WASHINGTON — Several thousand National Guard troops deployed to Washington to help secure the presidential inauguration will end their mission within the next 10 days, Guard officials said Thursday.

Almost 26,000 Guard troops were assigned to Washington in the last two weeks to support local and federal law enforcement agencies for President Joe Biden's inauguration Wednesday. The heightened security was a response to the deadly riot Jan. 6 at the Capitol where a mob of former President Donald Trump's supporters stormed the building.

But there were no protests or violence during the inauguration.

“The planning and process may take several days, but arrangements are being made to return close to 15,000 troops as soon as possible and should conclude within a five to 10-day period,” according to a National Guard Bureau statement Thursday.

The Guard members have been seen manning checkpoints and standing posts around the Capitol grounds and streets that lead to the building as well as the National Mall and White House.

Sending troops home involves “equipment turn-in and accountability, travel arrangements, [coronavirus] screening and mitigation,” according to the Guard Bureau. Some of the service members were authorized to carry firearms for self-defense during the security mission.

Gen. Army Gen. Daniel Hokanson, the chief of the National Guard Bureau, said Tuesday during a news conference at the Pentagon that the reduction of troops in Washington is “conditions based."

“After the inauguration, we'll look at the conditions, and the environment and the mission set that we're asked to perform. And if that is below the number of personnel that we have, then we'll start identifying those folks to get them home as quickly as possible,” he said.

Once those 15,000 troops leave Washington, more than 10,600 Guard members will still be in the city, according to the National Guard Bureau.

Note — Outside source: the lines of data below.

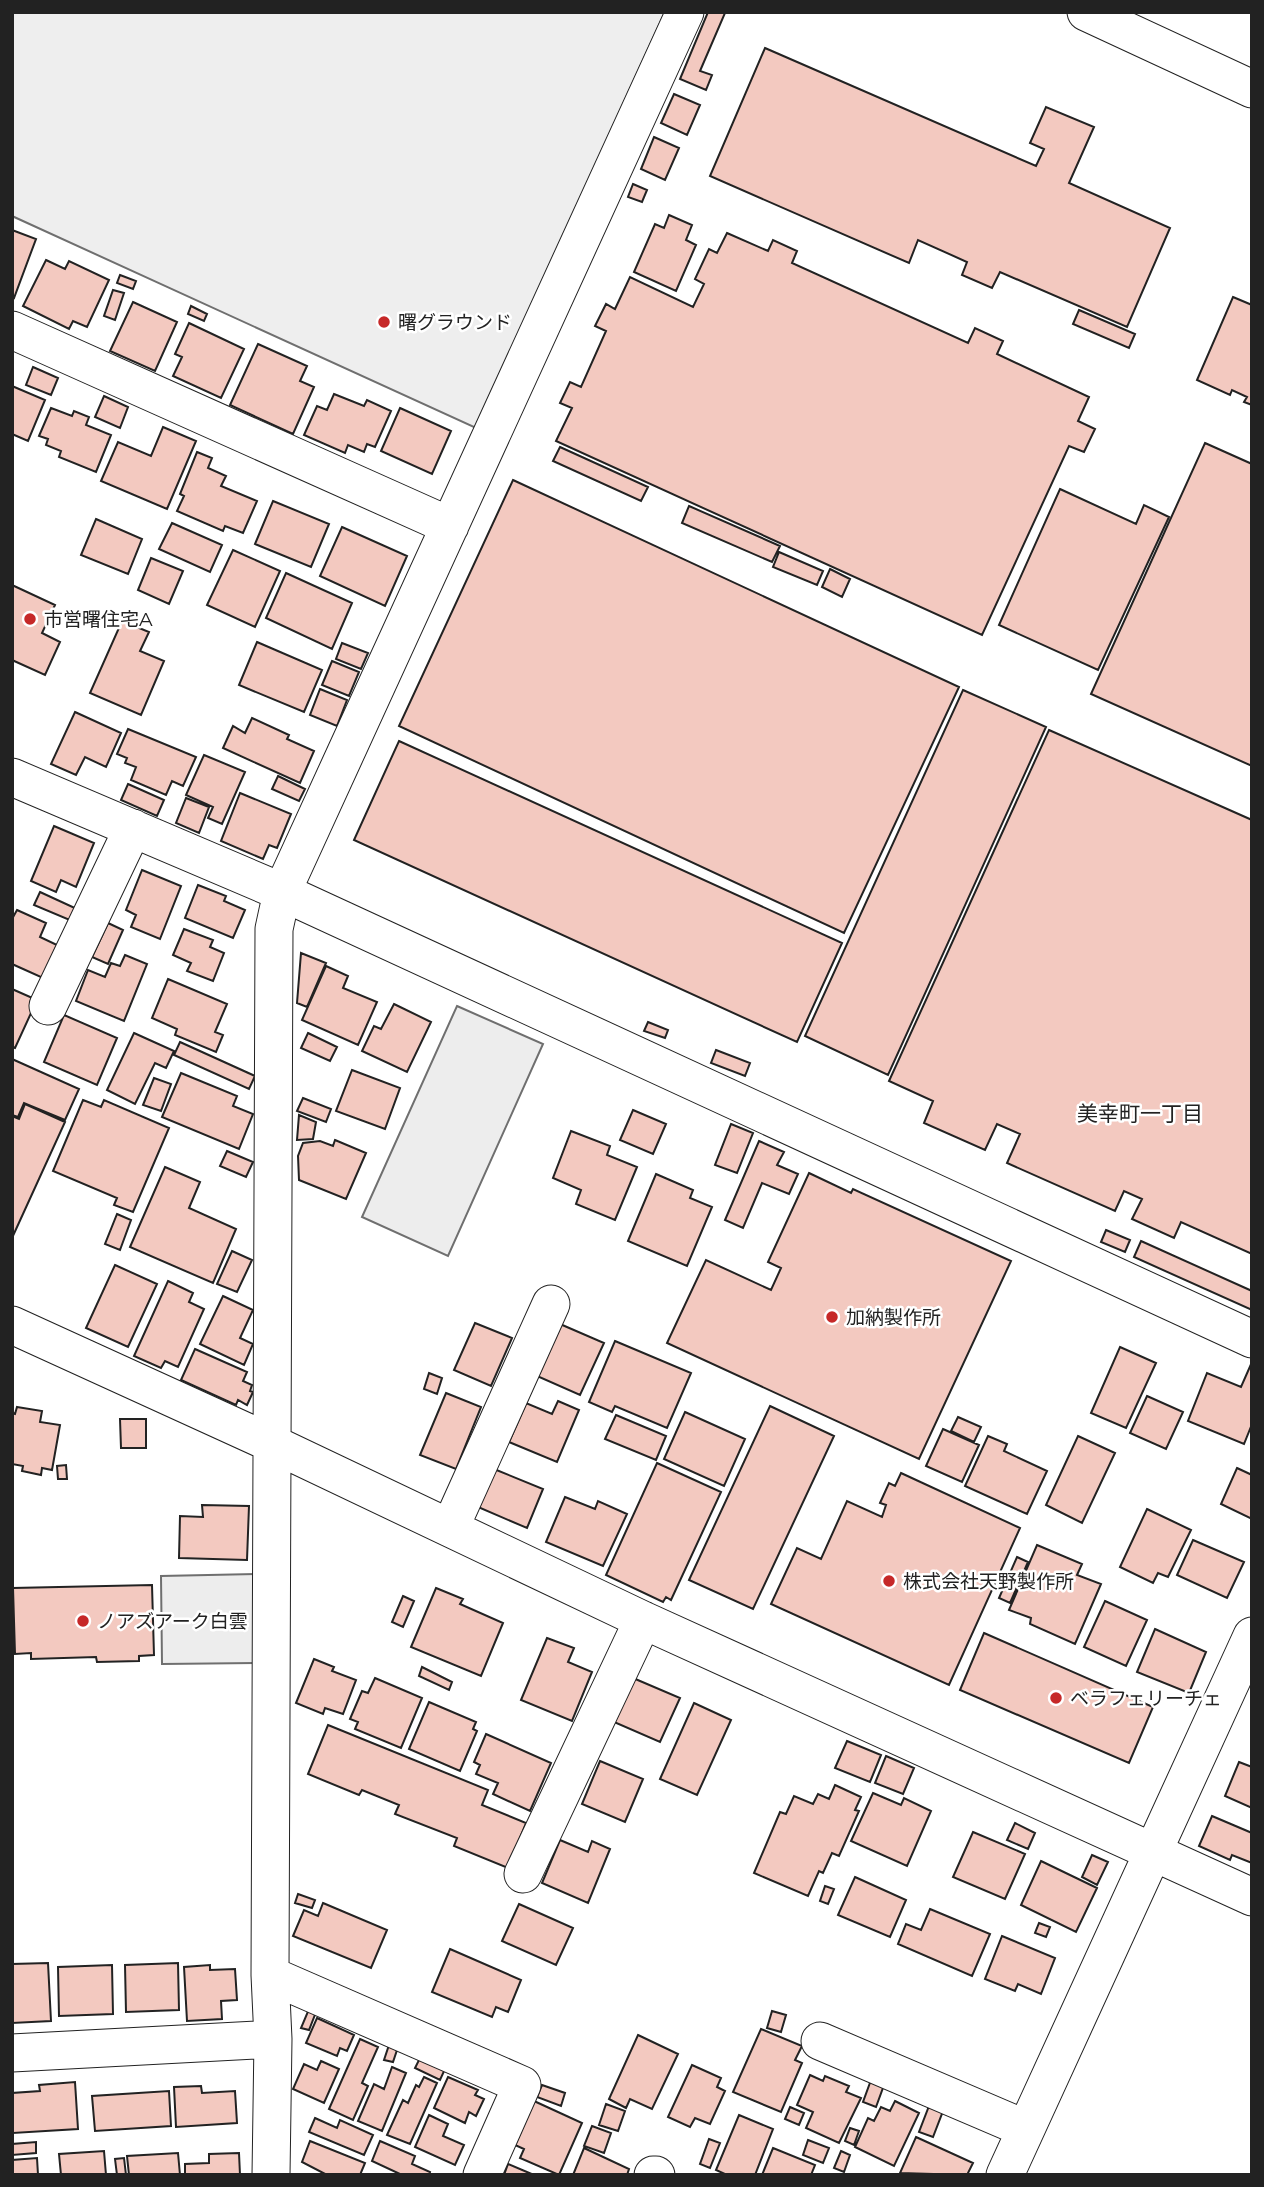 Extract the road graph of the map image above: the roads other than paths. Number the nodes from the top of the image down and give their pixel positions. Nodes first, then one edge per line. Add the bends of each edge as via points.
1 (685, 12) edge
2 (1086, 12) edge
3 (1252, 89) edge
4 (12, 330) edge
5 (450, 526) junction
6 (12, 777) edge
7 (133, 828) junction
8 (282, 892) junction
9 (48, 1006) dead end
10 (551, 1304) dead end
11 (12, 1325) edge
12 (1252, 1339) edge
13 (273, 1444) junction
14 (450, 1528) junction
15 (643, 1620) junction
16 (1252, 1636) edge
17 (1153, 1852) junction
18 (523, 1874) dead end
19 (1252, 1897) edge
20 (270, 1975) junction
21 (273, 2039) junction
22 (820, 2041) dead end
23 (12, 2053) edge
24 (1026, 2129) junction
25 (271, 2175) edge
26 (482, 2175) edge
27 (1005, 2175) edge

1 - 5 street
2 - 3 street
4 - 5 street
5 - 8 street
6 - 7 street
7 - 8 street
7 - 9 street
8 - 12 street
8 - 13 street via 274,929
10 - 14 street
11 - 13 street
13 - 14 street
13 - 20 street
14 - 15 street
15 - 17 street
15 - 18 street
16 - 17 street
17 - 19 street
17 - 24 street
20 - 21 street
20 - 26 street via 522,2085
21 - 23 street
21 - 25 street
22 - 24 street
24 - 27 street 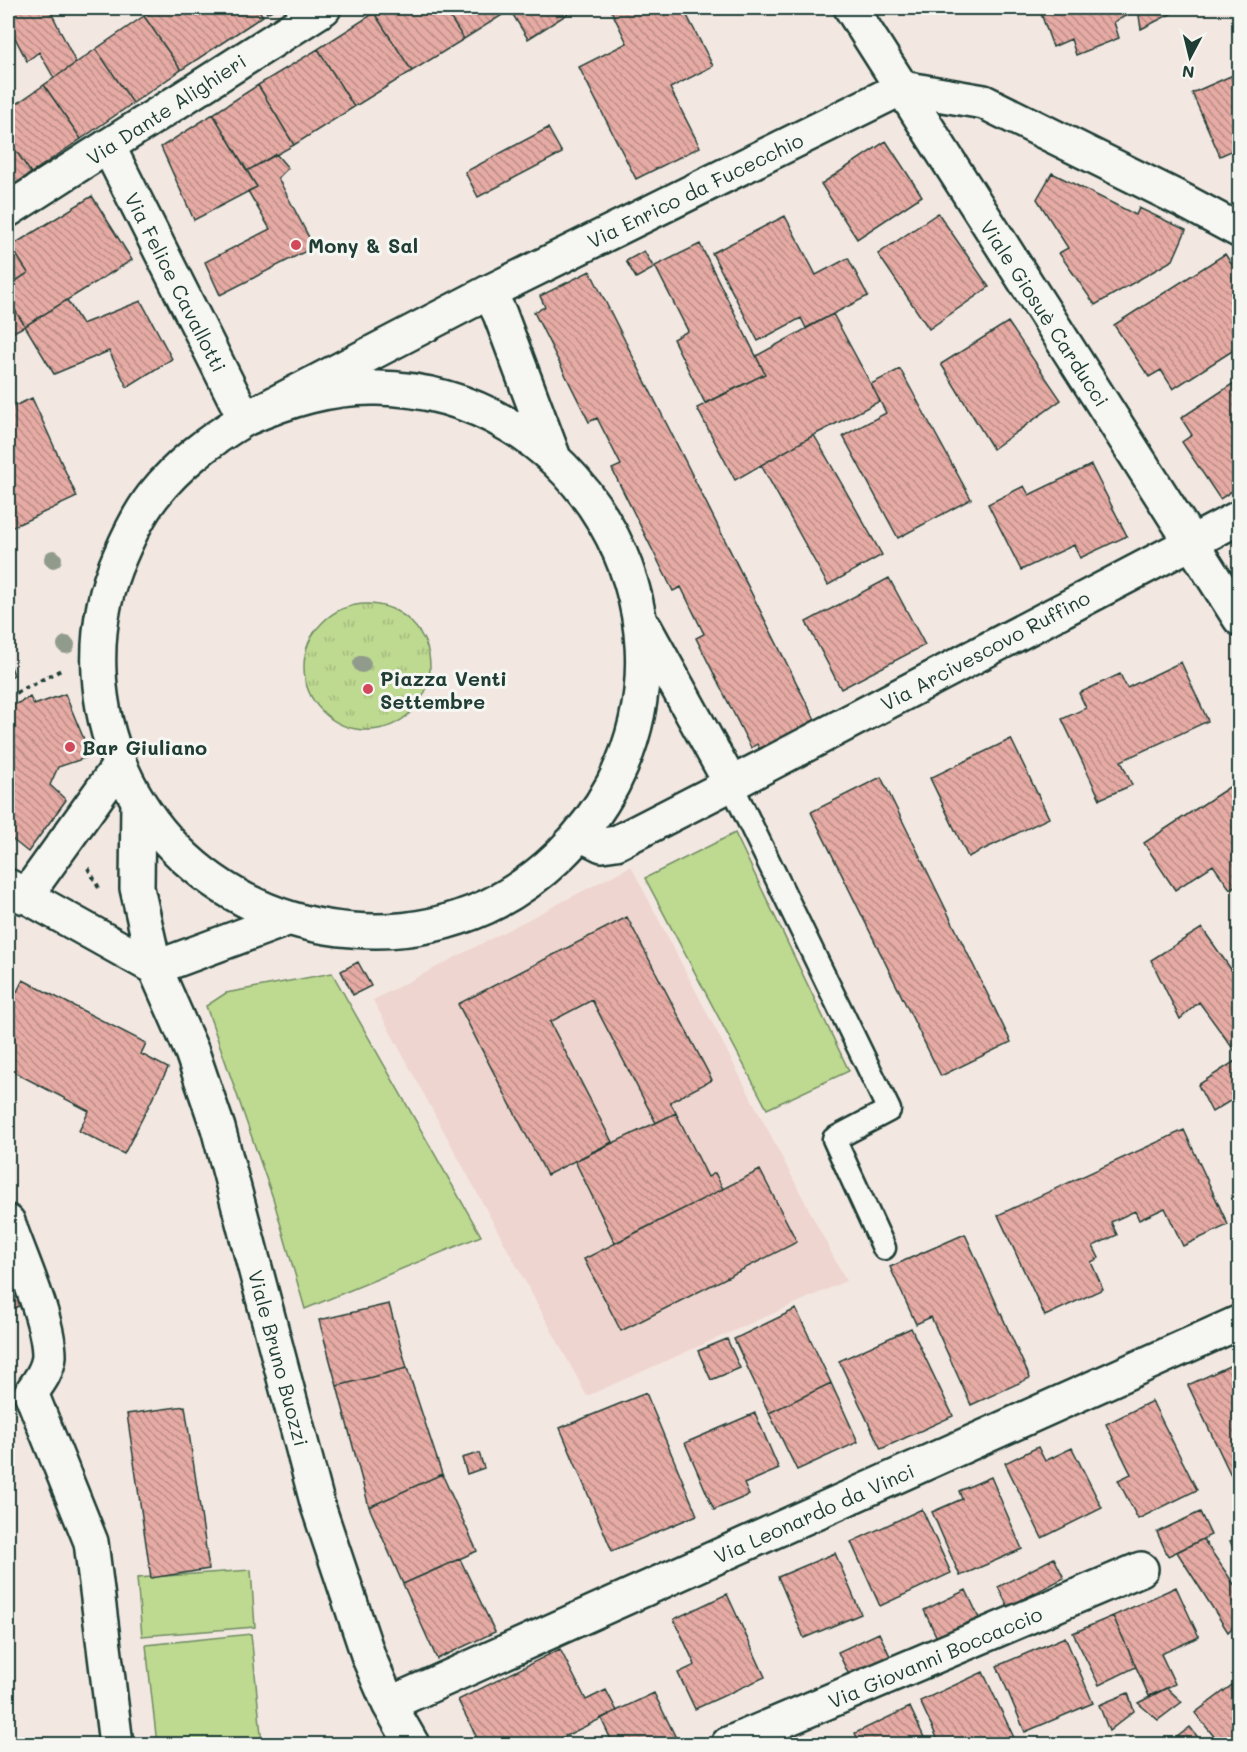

Some local and federal agencies are asking for some troops to stay to help with additional support and “recuperation time for their forces to regroup,” according to the National Guard. About 7,000 troops will stay to help through the end of January.

Following the Capitol riot, former acting Defense Secretary Christopher Miller approved 6,200 National Guard members to be activated for up to 31 days in Washington to support local authorities. Hokanson said Tuesday that they expect that activation to last into February.

Those troops leaving will take ground transportation such as buses or aircraft flown by the Air National Guard. Some troops will travel on commercial flights as necessary.